··· Excerpted data ···

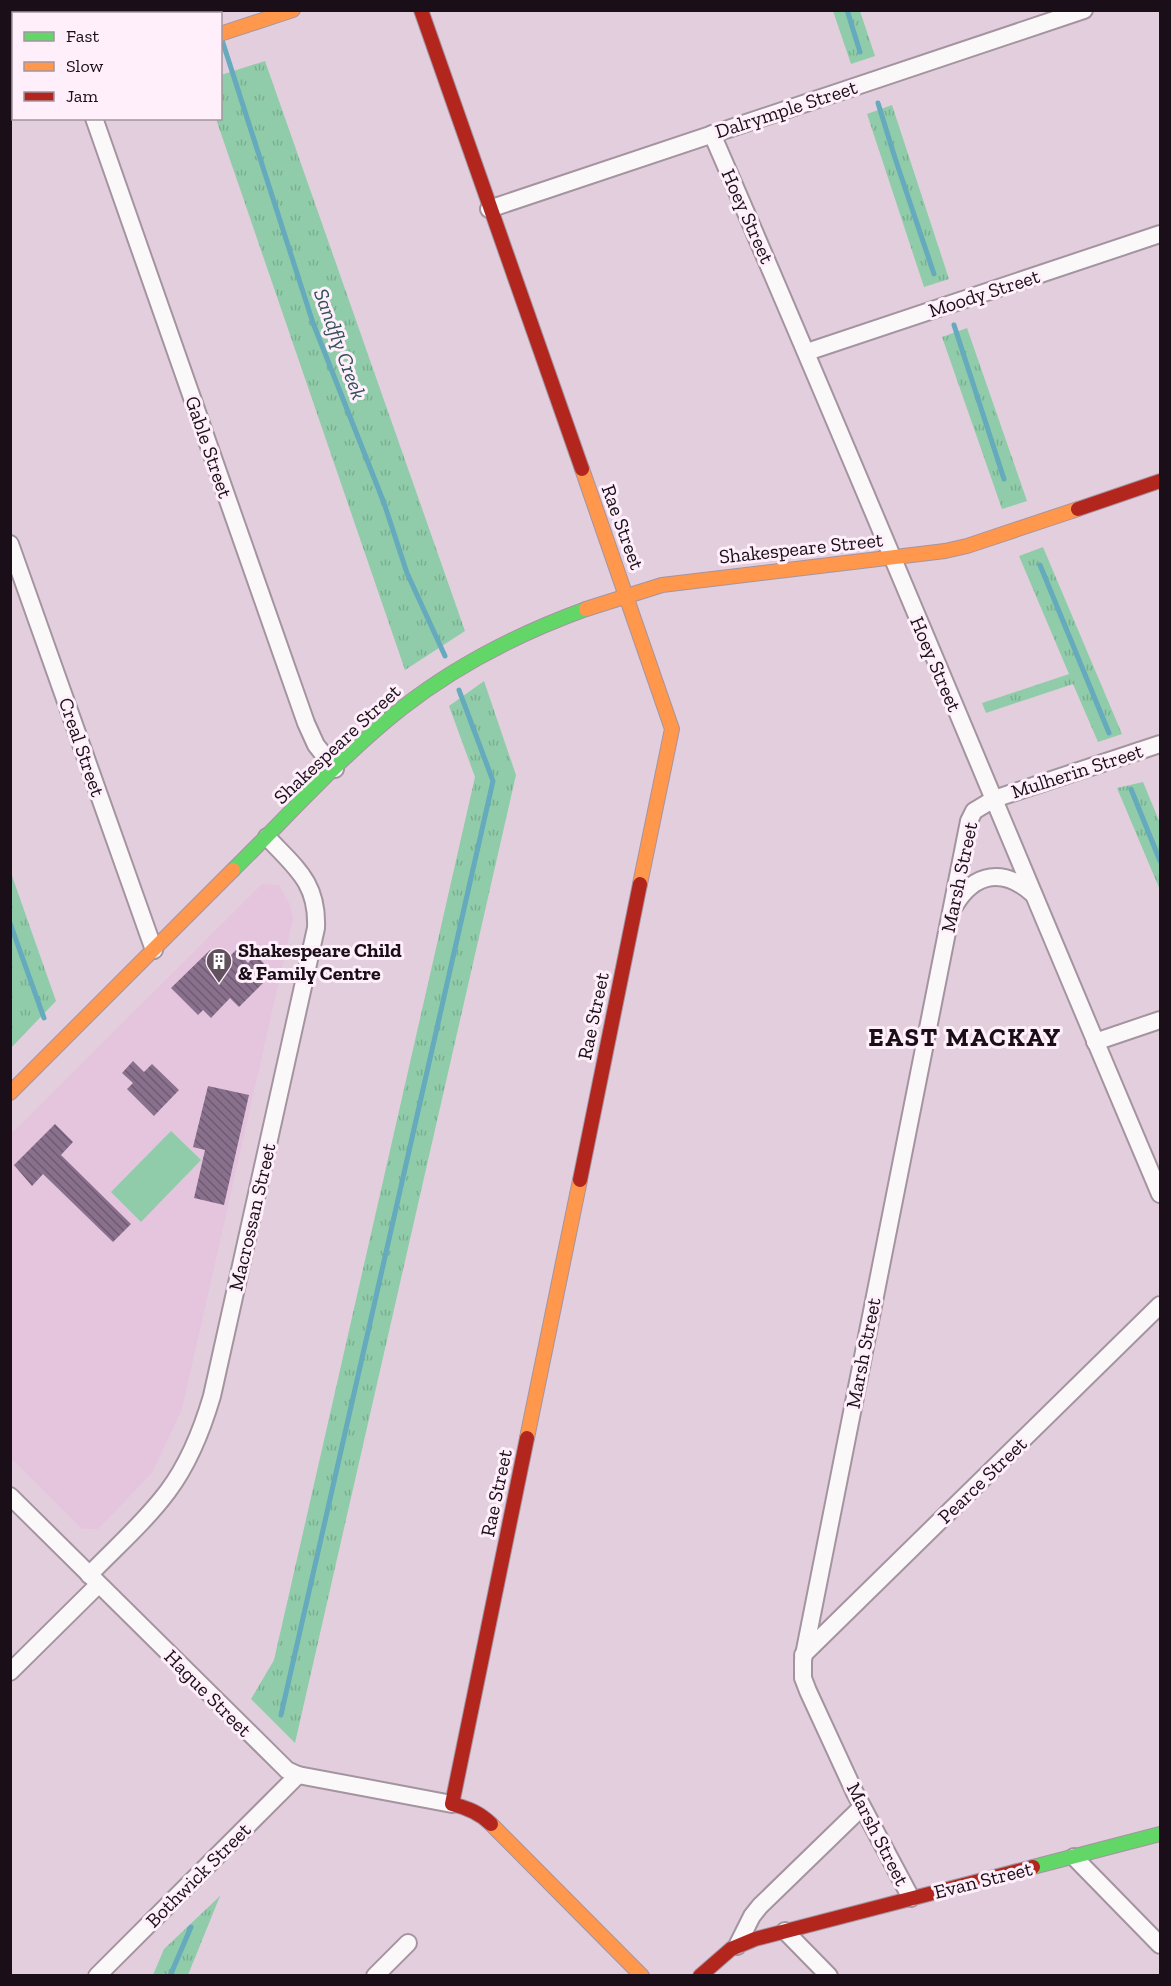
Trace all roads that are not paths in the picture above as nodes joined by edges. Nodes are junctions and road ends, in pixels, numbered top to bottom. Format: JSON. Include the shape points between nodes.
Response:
{"nodes":[{"id":1,"x":293,"y":10,"type":"edge"},
{"id":2,"x":421,"y":10,"type":"edge"},
{"id":3,"x":1084,"y":10,"type":"edge"},
{"id":4,"x":222,"y":33,"type":"edge"},
{"id":5,"x":95,"y":120,"type":"edge"},
{"id":6,"x":712,"y":134,"type":"junction"},
{"id":7,"x":489,"y":209,"type":"junction"},
{"id":8,"x":1161,"y":234,"type":"edge"},
{"id":9,"x":807,"y":352,"type":"junction"},
{"id":10,"x":1161,"y":481,"type":"edge"},
{"id":11,"x":10,"y":544,"type":"edge"},
{"id":12,"x":891,"y":558,"type":"junction"},
{"id":13,"x":627,"y":595,"type":"junction"},
{"id":14,"x":1161,"y":744,"type":"edge"},
{"id":15,"x":334,"y":769,"type":"junction"},
{"id":16,"x":994,"y":799,"type":"junction"},
{"id":17,"x":267,"y":837,"type":"junction"},
{"id":18,"x":1034,"y":894,"type":"junction"},
{"id":19,"x":951,"y":913,"type":"junction"},
{"id":20,"x":154,"y":950,"type":"junction"},
{"id":21,"x":1161,"y":1020,"type":"edge"},
{"id":22,"x":1095,"y":1042,"type":"junction"},
{"id":23,"x":10,"y":1093,"type":"edge"},
{"id":24,"x":1161,"y":1194,"type":"edge"},
{"id":25,"x":1161,"y":1305,"type":"edge"},
{"id":26,"x":10,"y":1496,"type":"edge"},
{"id":27,"x":93,"y":1580,"type":"junction"},
{"id":28,"x":803,"y":1654,"type":"junction"},
{"id":29,"x":10,"y":1672,"type":"edge"},
{"id":30,"x":298,"y":1775,"type":"junction"},
{"id":31,"x":452,"y":1804,"type":"junction"},
{"id":32,"x":862,"y":1807,"type":"junction"},
{"id":33,"x":1161,"y":1834,"type":"edge"},
{"id":34,"x":1074,"y":1857,"type":"junction"},
{"id":35,"x":911,"y":1898,"type":"junction"},
{"id":36,"x":785,"y":1931,"type":"junction"},
{"id":37,"x":408,"y":1943,"type":"dead end"},
{"id":38,"x":737,"y":1946,"type":"junction"},
{"id":39,"x":1161,"y":1946,"type":"edge"},
{"id":40,"x":98,"y":1976,"type":"edge"},
{"id":41,"x":375,"y":1976,"type":"edge"},
{"id":42,"x":642,"y":1976,"type":"edge"},
{"id":43,"x":700,"y":1976,"type":"edge"},
{"id":44,"x":829,"y":1976,"type":"edge"}],
"edges":[{"from":1,"to":4,"type":"street"},
{"from":2,"to":7,"type":"street","name":"Rae Street"},
{"from":3,"to":6,"type":"street","name":"Dalrymple Street"},
{"from":5,"to":15,"type":"street","name":"Gable Street","via":[[306,723]]},
{"from":6,"to":7,"type":"street","name":"Dalrymple Street"},
{"from":6,"to":9,"type":"street","name":"Hoey Street"},
{"from":7,"to":13,"type":"street","name":"Rae Street"},
{"from":8,"to":9,"type":"street","name":"Moody Street"},
{"from":9,"to":12,"type":"street","name":"Hoey Street"},
{"from":10,"to":12,"type":"street","name":"Shakespeare Street","via":[[967,546]]},
{"from":11,"to":20,"type":"street","name":"Creal Street"},
{"from":12,"to":13,"type":"street","name":"Shakespeare Street","via":[[689,580]]},
{"from":12,"to":16,"type":"street","name":"Hoey Street"},
{"from":13,"to":15,"type":"street","name":"Shakespeare Street","via":[[540,628],[476,659],[387,720]]},
{"from":13,"to":31,"type":"street","name":"Rae Street","via":[[672,729]]},
{"from":14,"to":16,"type":"street","name":"Mulherin Street"},
{"from":15,"to":17,"type":"street","name":"Shakespeare Street"},
{"from":16,"to":18,"type":"street","name":"Hoey Street"},
{"from":16,"to":19,"type":"street","name":"Marsh Street","via":[[974,811],[970,818]]},
{"from":17,"to":20,"type":"street","name":"Shakespeare Street"},
{"from":17,"to":27,"type":"street","name":"Macrossan Street","via":[[310,886],[316,928],[212,1396],[194,1447],[167,1492]]},
{"from":18,"to":19,"type":"street","via":[[1010,879],[986,877],[965,891]]},
{"from":18,"to":22,"type":"street","name":"Hoey Street"},
{"from":19,"to":28,"type":"street","name":"Marsh Street"},
{"from":20,"to":23,"type":"street","name":"Shakespeare Street"},
{"from":21,"to":22,"type":"street"},
{"from":22,"to":24,"type":"street","name":"Hoey Street"},
{"from":25,"to":28,"type":"street","name":"Pearce Street"},
{"from":26,"to":27,"type":"street","name":"Hague Street"},
{"from":27,"to":29,"type":"street","name":"Macrossan Street"},
{"from":27,"to":30,"type":"street","name":"Hague Street","via":[[275,1760]]},
{"from":28,"to":32,"type":"street","name":"Marsh Street","via":[[805,1683]]},
{"from":30,"to":31,"type":"street","name":"Hague Street"},
{"from":30,"to":40,"type":"street","name":"Bothwick Street"},
{"from":31,"to":42,"type":"street","via":[[483,1816]]},
{"from":32,"to":35,"type":"street","name":"Marsh Street"},
{"from":32,"to":38,"type":"street","name":"Evan Street","via":[[760,1906]]},
{"from":33,"to":34,"type":"street","name":"Evan Street"},
{"from":34,"to":35,"type":"street","name":"Evan Street"},
{"from":34,"to":39,"type":"street"},
{"from":35,"to":36,"type":"street","name":"Evan Street"},
{"from":36,"to":38,"type":"street","name":"Evan Street"},
{"from":36,"to":44,"type":"street"},
{"from":37,"to":41,"type":"street"},
{"from":38,"to":43,"type":"street","name":"Evan Street"}]}
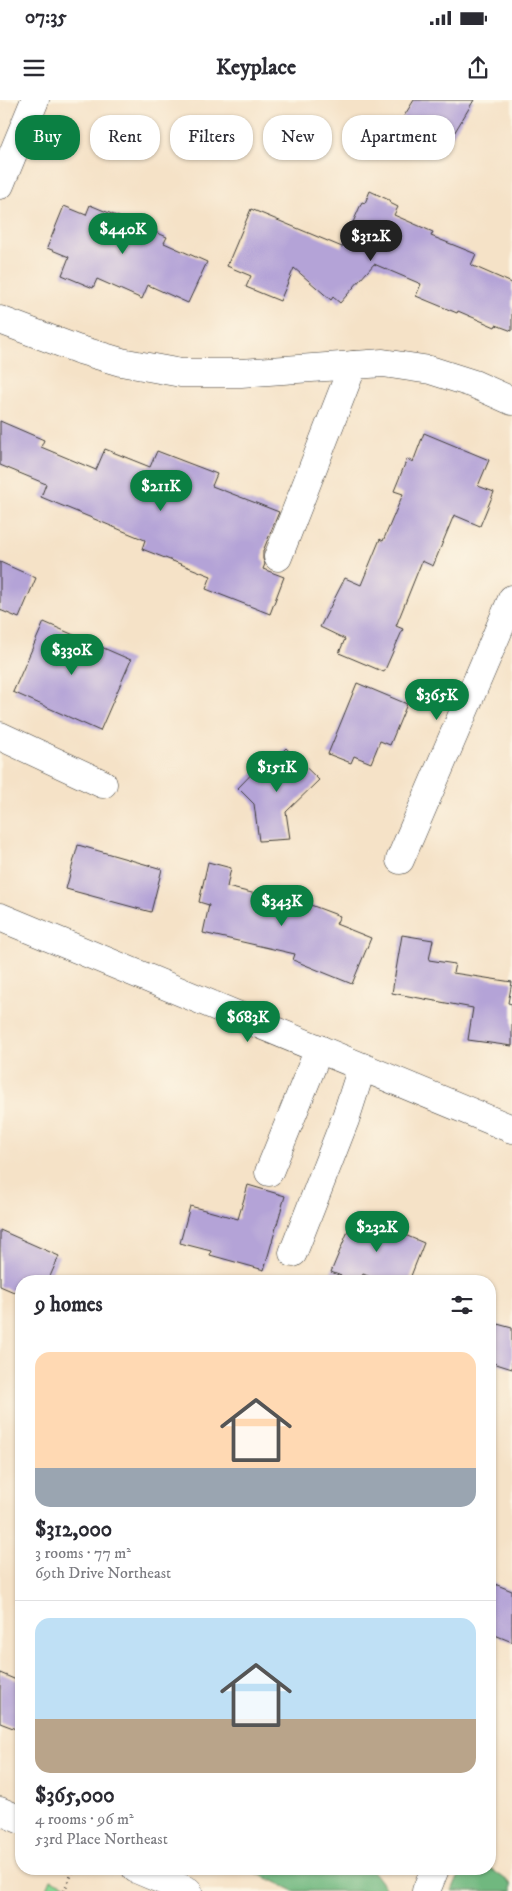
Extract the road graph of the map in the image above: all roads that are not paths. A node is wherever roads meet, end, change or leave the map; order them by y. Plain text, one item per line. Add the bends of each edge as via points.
1 (36, 100) edge
2 (0, 185) edge
3 (0, 320) edge
4 (353, 365) junction
5 (512, 401) edge
6 (278, 557) dead end
7 (512, 599) edge
8 (0, 736) edge
9 (103, 784) dead end
10 (400, 860) dead end
11 (0, 917) edge
12 (319, 1049) junction
13 (362, 1067) junction
14 (512, 1129) edge
15 (269, 1172) dead end
16 (293, 1253) dead end
17 (0, 1811) edge
18 (15, 1817) edge
19 (150, 1875) edge
20 (433, 1875) edge
21 (188, 1891) edge
22 (426, 1891) edge

1 - 2 street
3 - 4 street via 77,350 181,373 241,373
4 - 5 street via 383,363 430,370
4 - 6 street
7 - 10 street
8 - 9 street
11 - 12 street
12 - 13 street
12 - 15 street
13 - 14 street
13 - 16 street
17 - 18 street
19 - 21 street
20 - 22 street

···

- _Task objective_
Copy out all the lines of the records that include "Macrossan".

- _Answer area_
{"from":17,"to":27,"type":"street","name":"Macrossan Street","via":[[310,886],[316,928],[212,1396],[194,1447],[167,1492]]},
{"from":27,"to":29,"type":"street","name":"Macrossan Street"},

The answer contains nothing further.